How can the guest context switch and do something better at an arbitrary
instruction boundary (such as in an SDEI handler of normal priority)? If
a guest takes a page fault in that context, it may as well wait
synchronously for the page to come in.

And in the case of the page ready event, we still need to clean up shop
before switching to the unblocked context.


The Async PF is working exactly like what you said. The normal event handler
should be executed in EL1. When the vcpu runs in EL1, no Async PF event will
be triggered. So the page fault in the normal event context is always resolved
synchronously. The page ready notification is delivered by PPI instead of
SDEI event, but yes, we need cleanup before switching to the previously
suspended context.

Otherwise, it's possible that guest can't continue its execution. Besides,
the software signaled event (0x0) is normal event. They're the only two
events to be supported, I assume the software signaled event (0x0) is only
used selftest/kvm. So Async PF one becomes the only event and it can be
in normal priority until other SDEI event needs to be added and supported.
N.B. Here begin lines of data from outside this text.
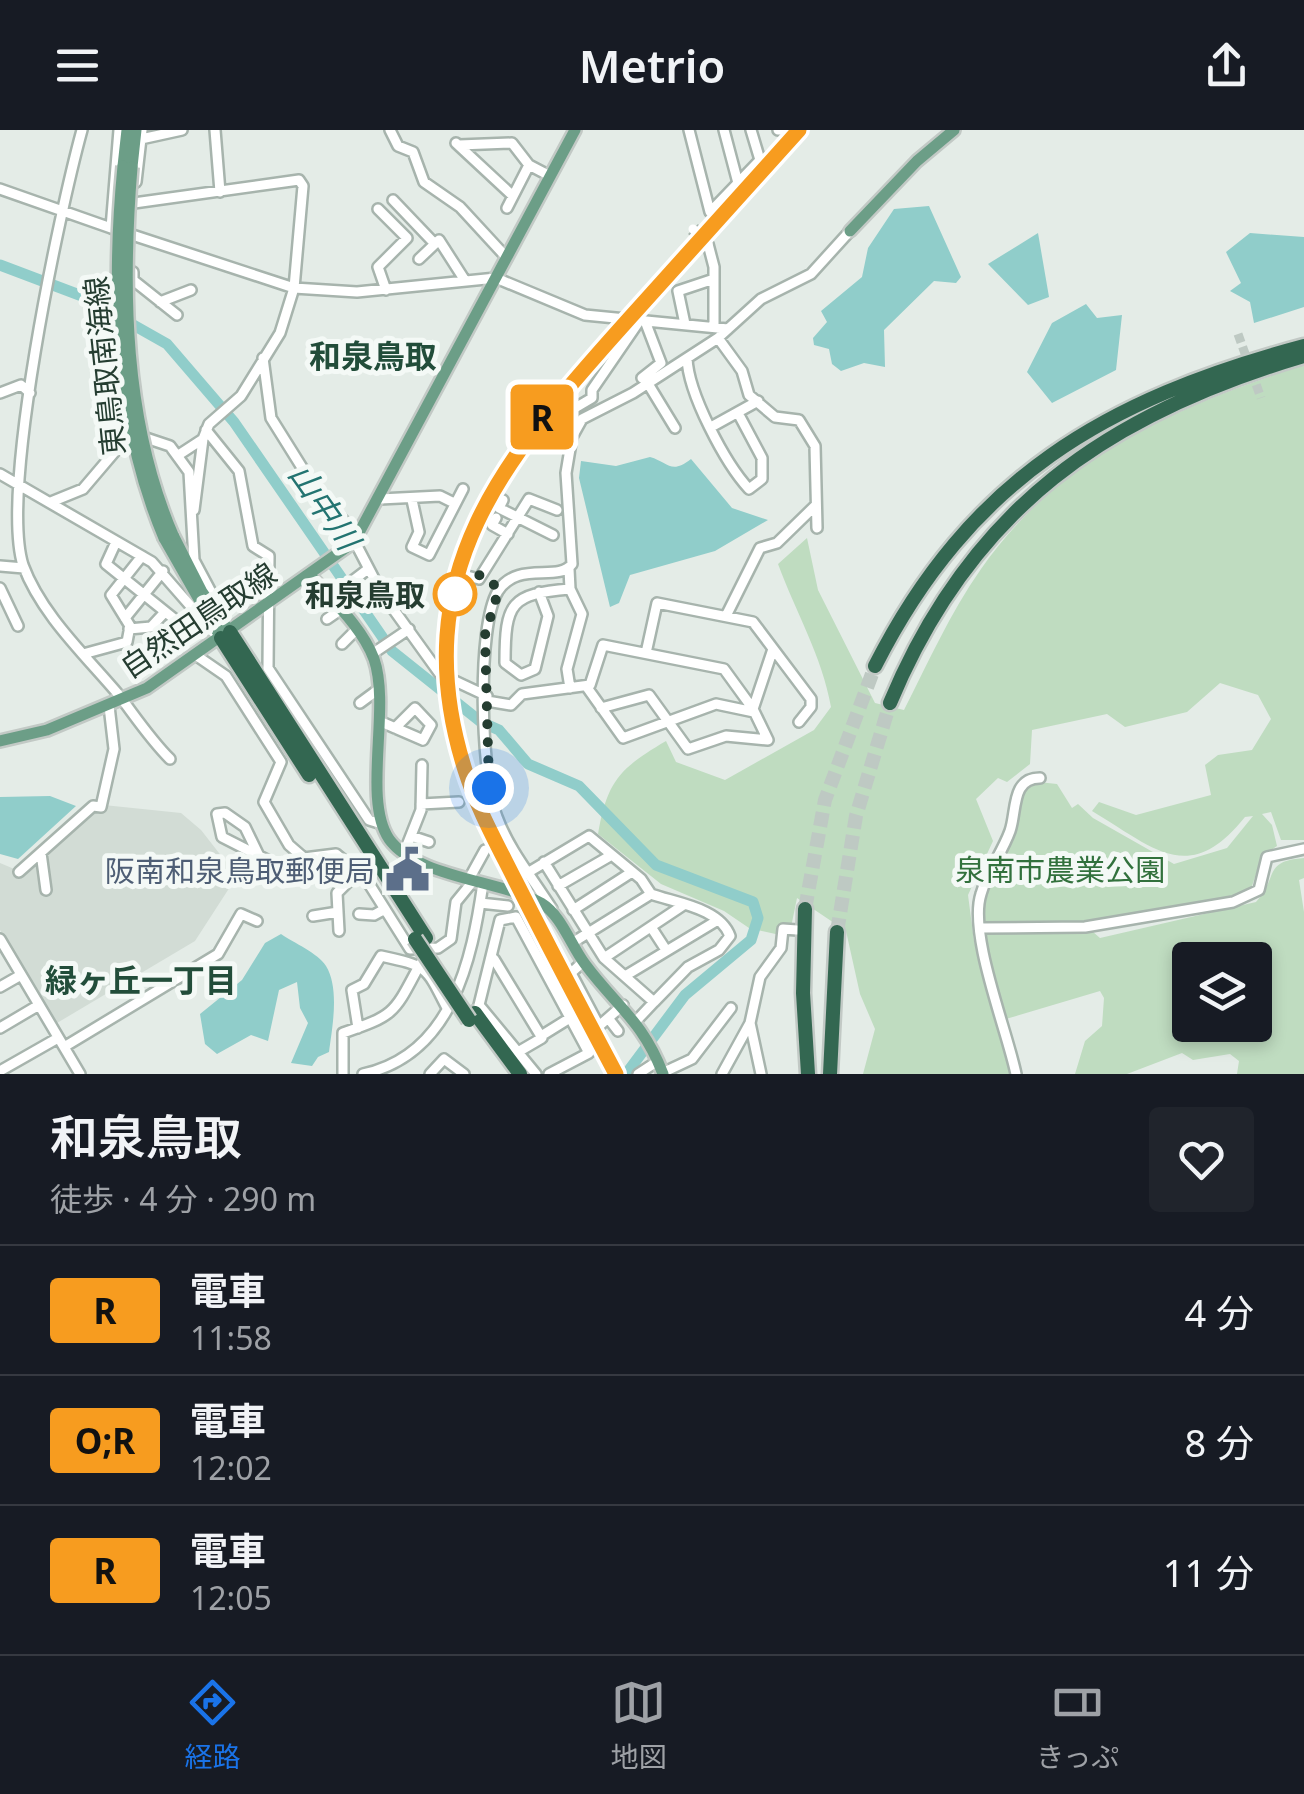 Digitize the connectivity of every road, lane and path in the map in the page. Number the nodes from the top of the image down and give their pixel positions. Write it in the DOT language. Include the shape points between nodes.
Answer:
graph roads {
  1 [pos="82,130"];
  2 [pos="123,130"];
  3 [pos="182,130"];
  4 [pos="215,130"];
  5 [pos="390,130"];
  6 [pos="574,130"];
  7 [pos="689,130"];
  8 [pos="724,130"];
  9 [pos="751,130"];
  10 [pos="954,130"];
  11 [pos="140,133"];
  12 [pos="529,165"];
  13 [pos="128,167"];
  14 [pos="550,176"];
  15 [pos="738,183"];
  16 [pos="0,189"];
  17 [pos="220,192"];
  18 [pos="512,196"];
  19 [pos="393,200"];
  20 [pos="134,202"];
  21 [pos="507,208"];
  22 [pos="378,209"];
  23 [pos="64,212"];
  24 [pos="111,228"];
  25 [pos="693,230"];
  26 [pos="850,231"];
  27 [pos="132,234"];
  28 [pos="435,244"];
  29 [pos="507,258"];
  30 [pos="419,260"];
  31 [pos="496,278"];
  32 [pos="464,279"];
  33 [pos="714,279"];
  34 [pos="294,288"];
  35 [pos="190,290"];
  36 [pos="386,290"];
  37 [pos="160,302"];
  38 [pos="176,314"];
  39 [pos="642,321"];
  40 [pos="685,324"];
  41 [pos="714,326"];
  42 [pos="728,329"];
  43 [pos="718,338"];
  44 [pos="1304,346"];
  45 [pos="1304,356"];
  46 [pos="263,358"];
  47 [pos="687,358"];
  48 [pos="645,380"];
  49 [pos="0,392"];
  50 [pos="30,393"];
  51 [pos="758,401"];
  52 [pos="570,411"];
  53 [pos="738,412"];
  54 [pos="711,427"];
  55 [pos="675,428"];
  56 [pos="205,434"];
  57 [pos="180,454"];
  58 [pos="0,474"];
  59 [pos="17,482"];
  60 [pos="463,489"];
  61 [pos="380,499"];
  62 [pos="412,500"];
  63 [pos="503,500"];
  64 [pos="51,502"];
  65 [pos="454,504"];
  66 [pos="816,505"];
  67 [pos="557,510"];
  68 [pos="496,518"];
  69 [pos="518,518"];
  70 [pos="818,528"];
  71 [pos="508,534"];
  72 [pos="553,535"];
  73 [pos="168,540"];
  74 [pos="116,542"];
  75 [pos="351,544"];
  76 [pos="142,556"];
  77 [pos="152,562"];
  78 [pos="0,566"];
  79 [pos="24,568"];
  80 [pos="368,569"];
  81 [pos="569,569"];
  82 [pos="163,571"];
  83 [pos="314,572"];
  84 [pos="482,575"];
  85 [pos="123,578"];
  86 [pos="203,585"];
  87 [pos="0,588"];
  88 [pos="499,589"];
  89 [pos="570,589"];
  90 [pos="539,592"];
  91 [pos="144,594"];
  92 [pos="333,596"];
  93 [pos="266,607"];
  94 [pos="460,607"];
  95 [pos="340,610"];
  96 [pos="164,612"];
  97 [pos="198,615"];
  98 [pos="726,616"];
  99 [pos="125,618"];
  100 [pos="327,619"];
  101 [pos="18,626"];
  102 [pos="129,629"];
  103 [pos="409,629"];
  104 [pos="356,630"];
  105 [pos="225,635"];
  106 [pos="342,644"];
  107 [pos="774,650"];
  108 [pos="375,652"];
  109 [pos="646,653"];
  110 [pos="84,654"];
  111 [pos="197,656"];
  112 [pos="875,666"];
  113 [pos="586,686"];
  114 [pos="570,688"];
  115 [pos="379,690"];
  116 [pos="487,698"];
  117 [pos="122,700"];
  118 [pos="360,703"];
  119 [pos="890,704"];
  120 [pos="109,706"];
  121 [pos="602,708"];
  122 [pos="754,710"];
  123 [pos="379,721"];
  124 [pos="669,722"];
  125 [pos="799,722"];
  126 [pos="395,728"];
  127 [pos="0,742"];
  128 [pos="170,759"];
  129 [pos="422,765"];
  130 [pos="1040,778"];
  131 [pos="422,804"];
  132 [pos="454,804"];
  133 [pos="382,824"];
  134 [pos="410,836"];
  135 [pos="429,842"];
  136 [pos="472,848"];
  137 [pos="1304,849"];
  138 [pos="41,853"];
  139 [pos="404,853"];
  140 [pos="610,856"];
  141 [pos="260,858"];
  142 [pos="304,858"];
  143 [pos="544,862"];
  144 [pos="359,871"];
  145 [pos="18,872"];
  146 [pos="632,872"];
  147 [pos="532,877"];
  148 [pos="475,880"];
  149 [pos="558,886"];
  150 [pos="46,890"];
  151 [pos="652,894"];
  152 [pos="526,896"];
  153 [pos="480,902"];
  154 [pos="508,906"];
  155 [pos="682,906"];
  156 [pos="386,909"];
  157 [pos="806,909"];
  158 [pos="573,910"];
  159 [pos="338,912"];
  160 [pos="553,912"];
  161 [pos="359,914"];
  162 [pos="313,916"];
  163 [pos="718,920"];
  164 [pos="257,921"];
  165 [pos="652,928"];
  166 [pos="980,928"];
  167 [pos="796,930"];
  168 [pos="339,931"];
  169 [pos="837,932"];
  170 [pos="588,934"];
  171 [pos="475,940"];
  172 [pos="496,940"];
  173 [pos="1,941"];
  174 [pos="572,943"];
  175 [pos="666,950"];
  176 [pos="604,958"];
  177 [pos="494,959"];
  178 [pos="583,962"];
  179 [pos="420,964"];
  180 [pos="21,974"];
  181 [pos="625,976"];
  182 [pos="0,987"];
  183 [pos="654,1002"];
  184 [pos="39,1005"];
  185 [pos="623,1005"];
  186 [pos="447,1008"];
  187 [pos="731,1008"];
  188 [pos="472,1016"];
  189 [pos="570,1018"];
  190 [pos="608,1018"];
  191 [pos="750,1023"];
  192 [pos="639,1024"];
  193 [pos="0,1028"];
  194 [pos="358,1028"];
  195 [pos="618,1032"];
  196 [pos="541,1036"];
  197 [pos="61,1042"];
  198 [pos="518,1052"];
  199 [pos="660,1066"];
  200 [pos="0,1071"];
  201 [pos="726,1071"];
  202 [pos="75,1072"];
  203 [pos="343,1074"];
  204 [pos="363,1074"];
  205 [pos="430,1074"];
  206 [pos="464,1074"];
  207 [pos="509,1074"];
  208 [pos="520,1074"];
  209 [pos="536,1074"];
  210 [pos="549,1074"];
  211 [pos="638,1074"];
  212 [pos="760,1074"];
  213 [pos="808,1074"];
  214 [pos="830,1074"];
  215 [pos="1016,1074"];
  1 -- 23 [label="street"];
  2 -- 13 [label="main road, 東鳥取南海線"];
  2 -- 24 [label="street"];
  3 -- 11 [label="street"];
  4 -- 17 [label="street"];
  5 -- 29 [label="street" via="398,146 413,152 424,182 460,207"];
  6 -- 14 [label="main road"];
  7 -- 15 [label="street" via="710,212"];
  8 -- 15 [label="street"];
  9 -- 15 [label="street" via="760,160"];
  10 -- 26 [label="main road"];
  11 -- 13 [label="main road, 東鳥取南海線"];
  11 -- 20 [label="street"];
  12 -- 14 [label="street"];
  12 -- 18 [label="street"];
  12 -- 18 [label="street" via="512,143 457,143"];
  13 -- 73 [label="main road, 東鳥取南海線, bridge" via="118,275 128,406 140,470"];
  14 -- 29 [label="main road"];
  16 -- 23 [label="street"];
  17 -- 20 [label="street"];
  17 -- 34 [label="street" via="302,182"];
  18 -- 21 [label="street"];
  19 -- 28 [label="street"];
  20 -- 27 [label="street"];
  22 -- 36 [label="street" via="407,238 378,267"];
  23 -- 24 [label="street"];
  23 -- 50 [label="street"];
  24 -- 27 [label="street"];
  25 -- 33 [label="street, bridge" via="708,244"];
  26 -- 42 [label="street" via="811,274 754,303"];
  27 -- 34 [label="street"];
  27 -- 37 [label="street" via="133,280"];
  28 -- 30 [label="street"];
  28 -- 32 [label="street" via="439,240 453,256"];
  29 -- 31 [label="main road"];
  31 -- 32 [label="street"];
  31 -- 39 [label="street" via="585,315"];
  31 -- 61 [label="main road"];
  32 -- 36 [label="street"];
  33 -- 40 [label="street" via="678,291"];
  33 -- 41 [label="street"];
  34 -- 36 [label="street"];
  34 -- 46 [label="street" via="280,332"];
  35 -- 37 [label="street"];
  37 -- 38 [label="street"];
  39 -- 40 [label="street"];
  39 -- 48 [label="street" via="661,363"];
  39 -- 52 [label="street" via="592,398"];
  40 -- 41 [label="street"];
  41 -- 42 [label="street"];
  42 -- 43 [label="street"];
  43 -- 47 [label="street"];
  43 -- 51 [label="street"];
  44 -- 112 [label="highway" via="1163,391 1052,453 948,550"];
  45 -- 119 [label="highway" via="1162,406 1056,475 968,566 915,648"];
  46 -- 56 [label="street"];
  46 -- 75 [label="street" via="271,418"];
  47 -- 48 [label="street"];
  47 -- 54 [label="street" via="688,378"];
  48 -- 55 [label="street"];
  48 -- 81 [label="street" via="585,416 574,432 565,478 574,557"];
  49 -- 50 [label="street" via="21,386"];
  50 -- 59 [label="street"];
  51 -- 53 [label="street"];
  51 -- 66 [label="street" via="774,416 799,420 813,436"];
  53 -- 54 [label="street"];
  53 -- 54 [label="street" via="762,458 762,479 748,489"];
  56 -- 57 [label="street"];
  56 -- 86 [label="street" via="194,524"];
  56 -- 93 [label="street" via="239,470 253,546 269,556"];
  57 -- 64 [label="street" via="155,439 131,438 82,489"];
  57 -- 86 [label="street" via="189,475 192,552"];
  58 -- 59 [label="street"];
  59 -- 64 [label="street"];
  59 -- 79 [label="street"];
  60 -- 65 [label="street"];
  61 -- 62 [label="street"];
  61 -- 75 [label="main road"];
  62 -- 65 [label="street" via="431,495"];
  62 -- 65 [label="street" via="420,532 412,547 429,560"];
  63 -- 69 [label="street" via="499,508"];
  64 -- 74 [label="street"];
  66 -- 70 [label="street"];
  66 -- 98 [label="street" via="777,542 760,548"];
  67 -- 69 [label="street" via="529,499"];
  68 -- 71 [label="street" via="492,525"];
  69 -- 71 [label="street"];
  69 -- 72 [label="street"];
  71 -- 84 [label="street"];
  73 -- 77 [label="street"];
  73 -- 86 [label="main road, 東鳥取南海線"];
  73 -- 105 [label="main road, 東鳥取南海線"];
  74 -- 76 [label="street"];
  74 -- 85 [label="street" via="106,564"];
  75 -- 80 [label="street"];
  75 -- 83 [label="main road, 自然田鳥取線"];
  76 -- 77 [label="street"];
  76 -- 85 [label="street"];
  77 -- 82 [label="street"];
  78 -- 79 [label="street"];
  79 -- 110 [label="street"];
  80 -- 92 [label="street"];
  80 -- 103 [label="street"];
  81 -- 88 [label="street" via="520,574"];
  81 -- 89 [label="street"];
  82 -- 91 [label="street"];
  82 -- 97 [label="street"];
  83 -- 92 [label="main road"];
  83 -- 93 [label="main road, 自然田鳥取線"];
  84 -- 88 [label="street"];
  84 -- 94 [label="street" via="466,576"];
  85 -- 91 [label="street"];
  85 -- 99 [label="street" via="111,595"];
  86 -- 105 [label="main road, 東鳥取南海線"];
  87 -- 101 [label="street"];
  88 -- 116 [label="street" via="485,630"];
  89 -- 90 [label="street"];
  89 -- 114 [label="street" via="582,614 567,669"];
  90 -- 90 [label="street" via="520,597 507,627 506,667 521,675 535,669 548,616"];
  91 -- 96 [label="street"];
  91 -- 99 [label="street"];
  92 -- 95 [label="main road"];
  93 -- 105 [label="main road, 自然田鳥取線"];
  93 -- 133 [label="street" via="268,668 369,820"];
  95 -- 100 [label="street"];
  95 -- 104 [label="main road"];
  96 -- 97 [label="street" via="183,626"];
  96 -- 102 [label="street" via="151,626"];
  97 -- 105 [label="street"];
  98 -- 107 [label="street" via="753,622"];
  98 -- 109 [label="street" via="657,603"];
  99 -- 102 [label="street"];
  102 -- 110 [label="street" via="127,642"];
  103 -- 108 [label="street"];
  103 -- 116 [label="street" via="444,678"];
  104 -- 106 [label="street"];
  104 -- 108 [label="main road"];
  105 -- 111 [label="main road, 自然田鳥取線"];
  105 -- 188 [label="highway, bridge"];
  107 -- 122 [label="street"];
  107 -- 125 [label="street" via="811,699"];
  108 -- 115 [label="main road"];
  109 -- 113 [label="street" via="604,646"];
  109 -- 122 [label="street" via="724,669"];
  110 -- 117 [label="street"];
  111 -- 117 [label="main road, 自然田鳥取線"];
  111 -- 142 [label="street" via="226,676 280,762 264,805"];
  113 -- 114 [label="street"];
  113 -- 121 [label="street"];
  114 -- 116 [label="street" via="522,694 512,705"];
  115 -- 118 [label="street"];
  115 -- 123 [label="main road"];
  116 -- 147 [label="street" via="486,755 496,817"];
  117 -- 120 [label="main road, 自然田鳥取線"];
  117 -- 128 [label="street"];
  120 -- 127 [label="main road, 自然田鳥取線"];
  120 -- 138 [label="street" via="114,749 101,806"];
  121 -- 124 [label="street" via="649,694"];
  121 -- 124 [label="street" via="623,738"];
  122 -- 124 [label="street" via="716,704"];
  122 -- 124 [label="street" via="768,740 726,736 688,749"];
  123 -- 126 [label="street"];
  123 -- 133 [label="main road"];
  129 -- 131 [label="street"];
  130 -- 166 [label="street" via="1020,786 1010,831 979,898"];
  131 -- 132 [label="street"];
  131 -- 134 [label="street"];
  133 -- 139 [label="main road"];
  134 -- 135 [label="street"];
  134 -- 139 [label="street"];
  136 -- 148 [label="street" via="484,852"];
  137 -- 166 [label="street" via="1267,857 1258,890 1233,902 1085,927"];
  138 -- 145 [label="street"];
  138 -- 150 [label="street"];
  139 -- 148 [label="main road"];
  140 -- 143 [label="street" via="589,836"];
  140 -- 146 [label="street"];
  140 -- 149 [label="street"];
  141 -- 141 [label="street" via="222,837 218,814 245,826"];
  141 -- 142 [label="street" via="283,868"];
  142 -- 144 [label="street" via="334,853"];
  143 -- 147 [label="street"];
  143 -- 149 [label="street"];
  144 -- 156 [label="street"];
  144 -- 159 [label="street" via="337,893"];
  146 -- 151 [label="street"];
  146 -- 158 [label="street"];
  147 -- 152 [label="street"];
  147 -- 160 [label="street"];
  148 -- 152 [label="main road"];
  148 -- 153 [label="street"];
  148 -- 156 [label="street" via="456,902 451,939 438,948 410,950"];
  149 -- 158 [label="street"];
  151 -- 155 [label="street"];
  151 -- 170 [label="street"];
  152 -- 160 [label="main road"];
  153 -- 154 [label="street"];
  153 -- 171 [label="street"];
  155 -- 163 [label="street"];
  155 -- 165 [label="street"];
  156 -- 161 [label="street"];
  157 -- 213 [label="highway" via="802,992"];
  158 -- 170 [label="street"];
  159 -- 162 [label="street"];
  159 -- 168 [label="street"];
  160 -- 174 [label="main road"];
  163 -- 175 [label="street"];
  163 -- 183 [label="street" via="727,926 729,941 688,967"];
  164 -- 197 [label="street" via="241,914 218,954"];
  165 -- 175 [label="street"];
  165 -- 176 [label="street"];
  166 -- 215 [label="street"];
  167 -- 191 [label="street" via="783,929 781,948 760,977"];
  169 -- 214 [label="highway"];
  170 -- 174 [label="street"];
  170 -- 176 [label="street"];
  171 -- 172 [label="street"];
  171 -- 186 [label="street"];
  172 -- 177 [label="street"];
  172 -- 189 [label="street" via="500,920 516,917"];
  173 -- 180 [label="street"];
  174 -- 178 [label="main road"];
  175 -- 181 [label="street"];
  176 -- 181 [label="street"];
  177 -- 196 [label="street"];
  177 -- 198 [label="street" via="479,1005"];
  178 -- 185 [label="main road"];
  178 -- 190 [label="street" via="570,973 598,1026"];
  179 -- 186 [label="street"];
  179 -- 194 [label="street" via="396,1009"];
  179 -- 194 [label="street" via="381,956 364,984 352,990"];
  180 -- 182 [label="street"];
  180 -- 184 [label="street"];
  181 -- 183 [label="street"];
  183 -- 192 [label="street"];
  184 -- 193 [label="street"];
  184 -- 197 [label="street"];
  185 -- 190 [label="street"];
  185 -- 192 [label="main road"];
  186 -- 204 [label="street" via="410,1055"];
  187 -- 199 [label="street" via="692,1059"];
  188 -- 207 [label="highway"];
  188 -- 208 [label="highway"];
  189 -- 196 [label="street"];
  189 -- 210 [label="street" via="589,1053"];
  190 -- 195 [label="street"];
  191 -- 201 [label="street"];
  191 -- 212 [label="street"];
  192 -- 199 [label="main road"];
  194 -- 203 [label="street" via="343,1033"];
  196 -- 198 [label="street"];
  197 -- 200 [label="street"];
  197 -- 202 [label="street"];
  198 -- 209 [label="street"];
  199 -- 211 [label="street"];
  205 -- 206 [label="street" via="444,1058"];
}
I believe there are multiple use cases for guest-initiated SDEI events
beyond just testing. Poking a hung PE but one example.


Right. I think we can drop support to the critical event. Lets do this
in next respin. Prior to working on next revision, I still want to
confirm with you on the data structures. Please refer the below reply
about the adjusted data structures.

However, the logic to support critical/normal events has been here. So
I think it's probably nice to keep it. At least, it make it easier to
add a new SDEI event in future. We dropped the support for the shared
event from v5 to v6, I think we probably never need a shared event for
ever :)

But then we're sprinkling a lot of dead code throughout KVM, right? It
makes KVM's job even easier if it doesn't have to worry about nesting
SDEI events.
+struct kvm_sdei_exposed_event {
+	unsigned int	num;
+	unsigned char	type;
+	unsigned char	signaled;

what is this used for?


It indicates the event can be raised by software or not. For those
events exposed by KVM should be raised by software, so this should
always be true.

Isn't there always going to be some piece of software that raises an
event?

For KVM, we have guest-initiated 'software-signaled' events and KVM-initiated
async PF (whatever else may follow as well).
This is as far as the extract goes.